El 7 de Marzo de 1879, en la época gloriosa de la reina Victoria, apareció en el “Illustrated London News” un artículo firmado por Thomas Richard Stephens. El citado caballero, discípulo del pionero de la fotografía William H. Fox Talbot y miembro de la Sociedad Teosófica de Madame Blavatsky, narraba como iban sus ensayos con un nuevo modelo de cámara fotográfica “que podría servir para retratar el alma humana”.
Pasó el tiempo y del invento e inventor poco más se supo. En los mentideros de Fleet Street se habló de que Stephens se había instalado en un palacete destartalado de Old Bond Street y que tras unos años de pura misantropía y quizás trastornado por algún extraño descubrimiento, había acabado sus días arruinado y alcohólico en un centro de acogida del Ejército de Salvaciónen el East End.
Fue en 1894 cuando Cornelius Adams, importante anticuario de Covent Garden, recibió un extraño paquete anónimo. Aparentemente, aquello parecía una vieja cámara semejante a las utilizadas 20 años atrás en los gabinetes de fotografía, pero de un tamaño desproporcionadamente pequeño y sin el acompañamiento de un trípode. Con todo, lo más curioso era el montón de cables negros que salían de su parte inferior. El aparato venía acompañado por un cuaderno de tapas doradas semejante a un breviario. Cornelius abrió la libreta y empezó a leer el texto. Aquel hombre devoto, miembro de la ilustrada minoría católica seguidora del Cardenal Newman, no pudo dejar de lanzar una maldición a la par que sentir un profundo escalofrío a medida que las líneas de aquel extraño manuscrito pasaban delante de sus ojos.

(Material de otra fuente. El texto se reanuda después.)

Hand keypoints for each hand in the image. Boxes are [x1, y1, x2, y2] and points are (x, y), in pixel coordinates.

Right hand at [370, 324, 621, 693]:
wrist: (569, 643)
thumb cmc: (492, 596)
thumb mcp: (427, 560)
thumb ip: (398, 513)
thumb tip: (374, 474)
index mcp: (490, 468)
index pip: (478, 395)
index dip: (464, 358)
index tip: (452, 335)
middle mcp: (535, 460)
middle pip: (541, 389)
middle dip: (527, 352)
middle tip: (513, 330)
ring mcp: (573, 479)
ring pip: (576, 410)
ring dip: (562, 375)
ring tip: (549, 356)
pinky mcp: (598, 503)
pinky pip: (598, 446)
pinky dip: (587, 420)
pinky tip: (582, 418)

El reverendo John Ramsey saboreaba cada minuto de su presente tranquilidad en Cromwell Road. Una justa recompensa tras los sinsabores sufridos en su agitada vida pastoral. Después de dejar jirones de su piel entre los mineros de Newcastle o los estibadores de Cardiff había encontrado un oasis de calma burguesa en aquella pequeña parroquia del sur de Kensington. Ya habían pasado los tiempos de la furia anticatólica y aunque era muy consciente de que para sus vecinos no dejaba de ser una presencia religiosa que rebajaba el nivel del barrio, tampoco sentía a su alrededor aquella animadversión profunda que había encontrado entre sus paisanos de Londrescuando era un joven seminarista. Ni siquiera tenía necesidad de justificarse ante los viejos conocidos de otra épocas. Estaba seguro de si mismo. Había sido un sacerdote ejemplar en circunstancias excepcionales y ahora tenía derecho a su premio. Cornelius Adams era su amigo, parroquiano ejemplar y compañero de juego noche tras noche. Con él compartía largas veladas alrededor de una mesa de ajedrez. Hablaban reposadamante de teología pero también de política, arte o literatura. Rara vez de cuestiones personales. Eran unos perfectos caballeros.Sin embargo aquella noche ...

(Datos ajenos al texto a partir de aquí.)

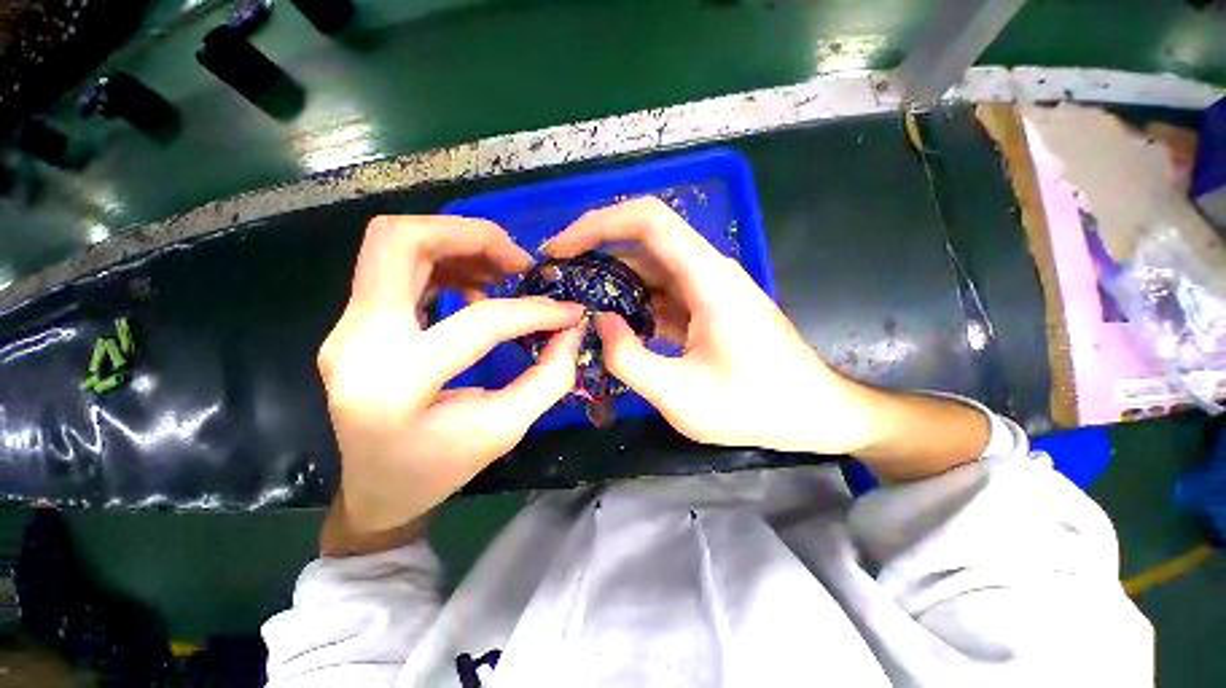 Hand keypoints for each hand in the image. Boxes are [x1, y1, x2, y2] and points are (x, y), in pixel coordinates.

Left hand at [319, 216, 583, 536]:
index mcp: (397, 383)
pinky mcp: (355, 323)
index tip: (568, 310)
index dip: (534, 311)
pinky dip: (443, 262)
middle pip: (400, 241)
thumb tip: (573, 328)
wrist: (376, 488)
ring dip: (457, 244)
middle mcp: (357, 342)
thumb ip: (550, 377)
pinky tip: (474, 289)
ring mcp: (347, 327)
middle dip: (471, 236)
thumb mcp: (506, 430)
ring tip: (501, 273)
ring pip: (394, 244)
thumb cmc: (440, 468)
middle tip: (519, 262)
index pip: (478, 323)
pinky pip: (396, 266)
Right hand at [546, 198, 875, 454]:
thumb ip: (630, 358)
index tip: (561, 248)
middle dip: (597, 251)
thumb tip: (597, 322)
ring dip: (613, 279)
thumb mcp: (682, 396)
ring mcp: (709, 289)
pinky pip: (662, 292)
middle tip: (559, 280)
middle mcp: (708, 272)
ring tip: (577, 303)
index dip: (599, 223)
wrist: (812, 413)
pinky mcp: (708, 307)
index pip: (648, 221)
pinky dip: (634, 301)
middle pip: (645, 240)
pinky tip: (614, 323)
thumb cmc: (755, 407)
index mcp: (707, 279)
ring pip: (651, 267) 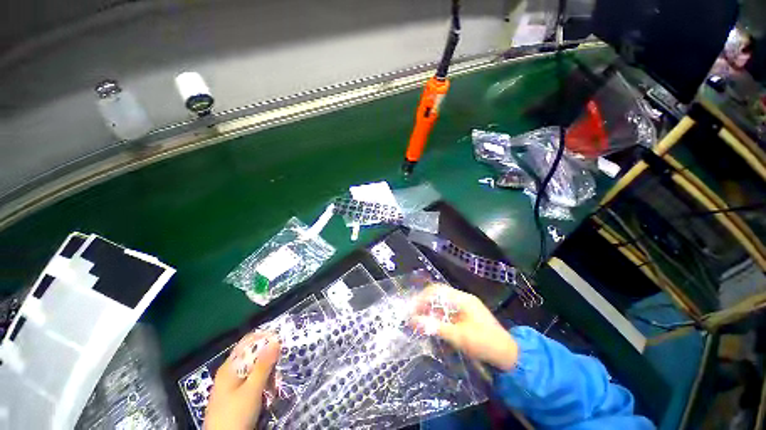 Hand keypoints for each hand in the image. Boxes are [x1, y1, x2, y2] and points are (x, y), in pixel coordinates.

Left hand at [204, 332, 280, 429]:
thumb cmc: (235, 415)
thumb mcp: (252, 390)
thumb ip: (263, 366)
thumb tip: (275, 341)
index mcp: (229, 367)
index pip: (247, 342)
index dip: (263, 337)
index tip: (280, 338)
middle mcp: (228, 373)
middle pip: (250, 356)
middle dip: (267, 354)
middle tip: (282, 356)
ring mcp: (230, 386)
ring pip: (252, 369)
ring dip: (266, 369)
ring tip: (278, 374)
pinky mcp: (234, 397)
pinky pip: (250, 381)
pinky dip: (261, 380)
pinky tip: (269, 386)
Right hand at [410, 284, 517, 370]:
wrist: (509, 355)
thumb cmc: (484, 343)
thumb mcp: (459, 336)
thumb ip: (435, 327)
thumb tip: (413, 320)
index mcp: (462, 299)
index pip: (437, 291)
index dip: (422, 298)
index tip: (411, 310)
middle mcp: (463, 298)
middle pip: (438, 295)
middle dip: (424, 303)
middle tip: (413, 315)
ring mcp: (465, 306)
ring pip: (442, 303)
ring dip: (430, 310)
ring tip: (419, 320)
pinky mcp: (466, 315)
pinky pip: (448, 311)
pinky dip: (438, 316)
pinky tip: (432, 324) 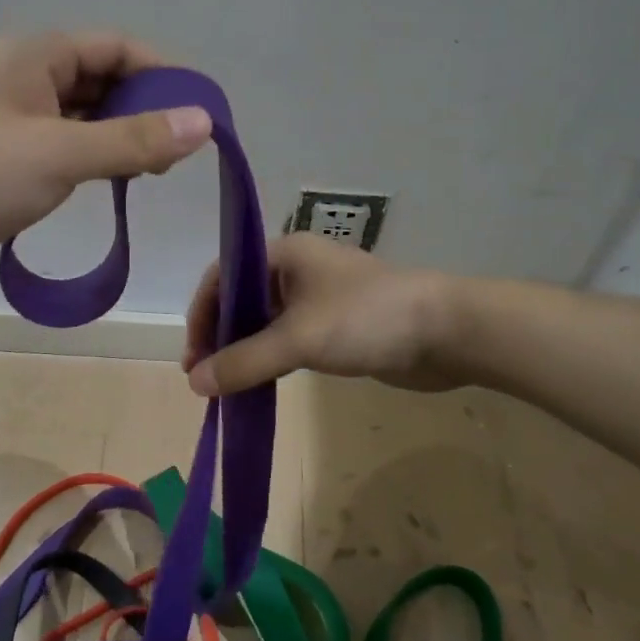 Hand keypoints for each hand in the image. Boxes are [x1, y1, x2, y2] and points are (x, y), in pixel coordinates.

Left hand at [0, 31, 212, 288]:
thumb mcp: (62, 154)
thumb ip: (134, 139)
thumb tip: (203, 123)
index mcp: (35, 56)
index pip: (115, 47)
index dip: (162, 73)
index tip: (199, 109)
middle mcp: (25, 77)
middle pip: (102, 78)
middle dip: (144, 107)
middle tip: (179, 149)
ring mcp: (15, 117)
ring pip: (85, 114)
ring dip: (121, 134)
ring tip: (156, 169)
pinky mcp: (9, 155)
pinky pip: (66, 143)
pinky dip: (95, 155)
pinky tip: (115, 180)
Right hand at [183, 234, 461, 395]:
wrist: (447, 333)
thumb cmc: (367, 319)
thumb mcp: (298, 339)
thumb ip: (244, 361)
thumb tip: (194, 383)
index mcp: (284, 254)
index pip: (224, 277)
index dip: (202, 315)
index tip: (193, 358)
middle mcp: (297, 270)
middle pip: (241, 300)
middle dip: (220, 336)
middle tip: (206, 378)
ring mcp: (319, 298)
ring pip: (266, 323)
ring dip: (244, 351)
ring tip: (226, 386)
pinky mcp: (337, 326)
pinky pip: (290, 340)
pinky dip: (270, 360)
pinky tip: (260, 384)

Aquella noche todo fue diferente. Nunca había visto al anticuario en semejante estado. Ni siquiera cuando un grupo de belgas le había querido estafar con un falso escritorio estilo Chippendale. Su rostro demacrado reflejaba una gran tensión. Sus ojos oscuros desprendían llamaradas de pánico. Aquel hombre que llamó a su puerta a las diez y cuarto de la noche, llevaba un incendio oculto en su interior.
Dos manchas de ceniza con forma humana sobre el tapiz verde de Hyde Park. Apenas unos restos sombríos que en pocas horas el viento se encargará de esparcir hacia el cercano lago Serpentine. El detective Barrow se ajusta el bombín, abrocha los botones de su gabán, pone las manos en sus bolsillos y observa como se despereza la ciudad dormida, más allá de las rejas, en los altos del Speaker Corner. Carruajes de reparto en Park Lane, landós particulares con la capota cubierta para combatir el rocío y el par de bobbies que le habían acompañado, alejándose velozmente en bicicleta del lugar del espanto. Nada más. Sin duda será un hermoso día de abril. Sereno, claro y tibio. No, él no estará en condiciones de disfrutarlo.